Assignment:
Set down a precise copy of the whole listing.

Data supplied:
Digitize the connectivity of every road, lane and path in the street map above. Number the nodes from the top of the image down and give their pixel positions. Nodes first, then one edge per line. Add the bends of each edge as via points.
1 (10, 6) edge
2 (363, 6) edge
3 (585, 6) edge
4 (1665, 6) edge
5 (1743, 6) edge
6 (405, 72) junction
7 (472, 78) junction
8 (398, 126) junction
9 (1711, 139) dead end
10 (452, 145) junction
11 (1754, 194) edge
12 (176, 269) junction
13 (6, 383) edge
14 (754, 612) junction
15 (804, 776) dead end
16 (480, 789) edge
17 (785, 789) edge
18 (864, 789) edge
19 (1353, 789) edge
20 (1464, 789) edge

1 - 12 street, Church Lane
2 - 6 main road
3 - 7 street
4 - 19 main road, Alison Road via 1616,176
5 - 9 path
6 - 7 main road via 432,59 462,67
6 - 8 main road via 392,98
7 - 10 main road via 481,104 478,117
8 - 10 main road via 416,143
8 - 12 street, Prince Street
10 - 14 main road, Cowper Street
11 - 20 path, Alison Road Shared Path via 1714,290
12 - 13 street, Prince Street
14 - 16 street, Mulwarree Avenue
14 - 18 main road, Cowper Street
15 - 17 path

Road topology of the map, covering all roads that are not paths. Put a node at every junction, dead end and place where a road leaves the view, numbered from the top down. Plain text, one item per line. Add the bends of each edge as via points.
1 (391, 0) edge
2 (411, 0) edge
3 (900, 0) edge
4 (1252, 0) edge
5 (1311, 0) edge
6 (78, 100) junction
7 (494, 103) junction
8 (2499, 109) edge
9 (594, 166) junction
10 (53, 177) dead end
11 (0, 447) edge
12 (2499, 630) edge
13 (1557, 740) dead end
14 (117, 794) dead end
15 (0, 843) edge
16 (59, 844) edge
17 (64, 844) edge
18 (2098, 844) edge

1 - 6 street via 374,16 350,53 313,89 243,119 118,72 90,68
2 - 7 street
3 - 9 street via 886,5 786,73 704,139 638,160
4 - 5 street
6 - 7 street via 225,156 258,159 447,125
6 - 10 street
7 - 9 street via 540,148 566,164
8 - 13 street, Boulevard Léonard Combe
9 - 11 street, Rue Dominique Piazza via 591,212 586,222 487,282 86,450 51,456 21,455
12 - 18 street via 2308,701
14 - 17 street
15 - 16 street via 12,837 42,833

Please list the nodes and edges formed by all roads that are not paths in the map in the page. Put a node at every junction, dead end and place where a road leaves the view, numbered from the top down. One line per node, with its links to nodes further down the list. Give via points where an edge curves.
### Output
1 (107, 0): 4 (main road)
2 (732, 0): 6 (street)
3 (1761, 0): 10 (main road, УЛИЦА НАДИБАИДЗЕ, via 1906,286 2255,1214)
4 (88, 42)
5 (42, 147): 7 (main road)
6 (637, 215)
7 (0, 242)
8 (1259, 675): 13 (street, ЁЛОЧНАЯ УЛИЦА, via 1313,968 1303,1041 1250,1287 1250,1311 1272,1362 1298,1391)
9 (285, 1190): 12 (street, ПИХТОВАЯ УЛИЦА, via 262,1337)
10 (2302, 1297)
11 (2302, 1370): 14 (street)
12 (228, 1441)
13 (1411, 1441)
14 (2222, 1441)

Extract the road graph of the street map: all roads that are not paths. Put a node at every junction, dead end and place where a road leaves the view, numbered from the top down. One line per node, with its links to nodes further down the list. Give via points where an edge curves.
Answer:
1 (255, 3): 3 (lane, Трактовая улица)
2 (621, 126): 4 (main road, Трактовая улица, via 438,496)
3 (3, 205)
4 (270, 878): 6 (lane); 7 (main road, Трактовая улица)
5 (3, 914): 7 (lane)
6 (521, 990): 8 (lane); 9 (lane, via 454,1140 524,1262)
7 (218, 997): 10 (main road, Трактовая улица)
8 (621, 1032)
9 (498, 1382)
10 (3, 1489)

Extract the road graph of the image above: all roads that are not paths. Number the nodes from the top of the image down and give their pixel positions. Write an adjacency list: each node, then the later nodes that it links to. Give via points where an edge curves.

Output:
Digitize the connectivity of every road, lane and path in the street map above. Number the nodes from the top of the image down and give their pixel positions. Nodes first, then one edge per line. Add the bends of each edge as via points.
1 (10, 6) edge
2 (363, 6) edge
3 (585, 6) edge
4 (1665, 6) edge
5 (1743, 6) edge
6 (405, 72) junction
7 (472, 78) junction
8 (398, 126) junction
9 (1711, 139) dead end
10 (452, 145) junction
11 (1754, 194) edge
12 (176, 269) junction
13 (6, 383) edge
14 (754, 612) junction
15 (804, 776) dead end
16 (480, 789) edge
17 (785, 789) edge
18 (864, 789) edge
19 (1353, 789) edge
20 (1464, 789) edge

1 - 12 street, Church Lane
2 - 6 main road
3 - 7 street
4 - 19 main road, Alison Road via 1616,176
5 - 9 path
6 - 7 main road via 432,59 462,67
6 - 8 main road via 392,98
7 - 10 main road via 481,104 478,117
8 - 10 main road via 416,143
8 - 12 street, Prince Street
10 - 14 main road, Cowper Street
11 - 20 path, Alison Road Shared Path via 1714,290
12 - 13 street, Prince Street
14 - 16 street, Mulwarree Avenue
14 - 18 main road, Cowper Street
15 - 17 path

Road topology of the map, covering all roads that are not paths. Put a node at every junction, dead end and place where a road leaves the view, numbered from the top down. Plain text, one item per line. Add the bends of each edge as via points.
1 (391, 0) edge
2 (411, 0) edge
3 (900, 0) edge
4 (1252, 0) edge
5 (1311, 0) edge
6 (78, 100) junction
7 (494, 103) junction
8 (2499, 109) edge
9 (594, 166) junction
10 (53, 177) dead end
11 (0, 447) edge
12 (2499, 630) edge
13 (1557, 740) dead end
14 (117, 794) dead end
15 (0, 843) edge
16 (59, 844) edge
17 (64, 844) edge
18 (2098, 844) edge

1 - 6 street via 374,16 350,53 313,89 243,119 118,72 90,68
2 - 7 street
3 - 9 street via 886,5 786,73 704,139 638,160
4 - 5 street
6 - 7 street via 225,156 258,159 447,125
6 - 10 street
7 - 9 street via 540,148 566,164
8 - 13 street, Boulevard Léonard Combe
9 - 11 street, Rue Dominique Piazza via 591,212 586,222 487,282 86,450 51,456 21,455
12 - 18 street via 2308,701
14 - 17 street
15 - 16 street via 12,837 42,833

Please list the nodes and edges formed by all roads that are not paths in the map in the page. Put a node at every junction, dead end and place where a road leaves the view, numbered from the top down. One line per node, with its links to nodes further down the list. Give via points where an edge curves.
### Output
1 (107, 0): 4 (main road)
2 (732, 0): 6 (street)
3 (1761, 0): 10 (main road, УЛИЦА НАДИБАИДЗЕ, via 1906,286 2255,1214)
4 (88, 42)
5 (42, 147): 7 (main road)
6 (637, 215)
7 (0, 242)
8 (1259, 675): 13 (street, ЁЛОЧНАЯ УЛИЦА, via 1313,968 1303,1041 1250,1287 1250,1311 1272,1362 1298,1391)
9 (285, 1190): 12 (street, ПИХТОВАЯ УЛИЦА, via 262,1337)
10 (2302, 1297)
11 (2302, 1370): 14 (street)
12 (228, 1441)
13 (1411, 1441)
14 (2222, 1441)

Extract the road graph of the street map: all roads that are not paths. Put a node at every junction, dead end and place where a road leaves the view, numbered from the top down. One line per node, with its links to nodes further down the list. Give via points where an edge curves.
Answer:
1 (255, 3): 3 (lane, Трактовая улица)
2 (621, 126): 4 (main road, Трактовая улица, via 438,496)
3 (3, 205)
4 (270, 878): 6 (lane); 7 (main road, Трактовая улица)
5 (3, 914): 7 (lane)
6 (521, 990): 8 (lane); 9 (lane, via 454,1140 524,1262)
7 (218, 997): 10 (main road, Трактовая улица)
8 (621, 1032)
9 (498, 1382)
10 (3, 1489)

Extract the road graph of the image above: all roads that are not paths. Number the nodes from the top of the image down and give their pixel positions. Write an adjacency list: each node, then the later nodes that it links to. Give via points where an edge curves.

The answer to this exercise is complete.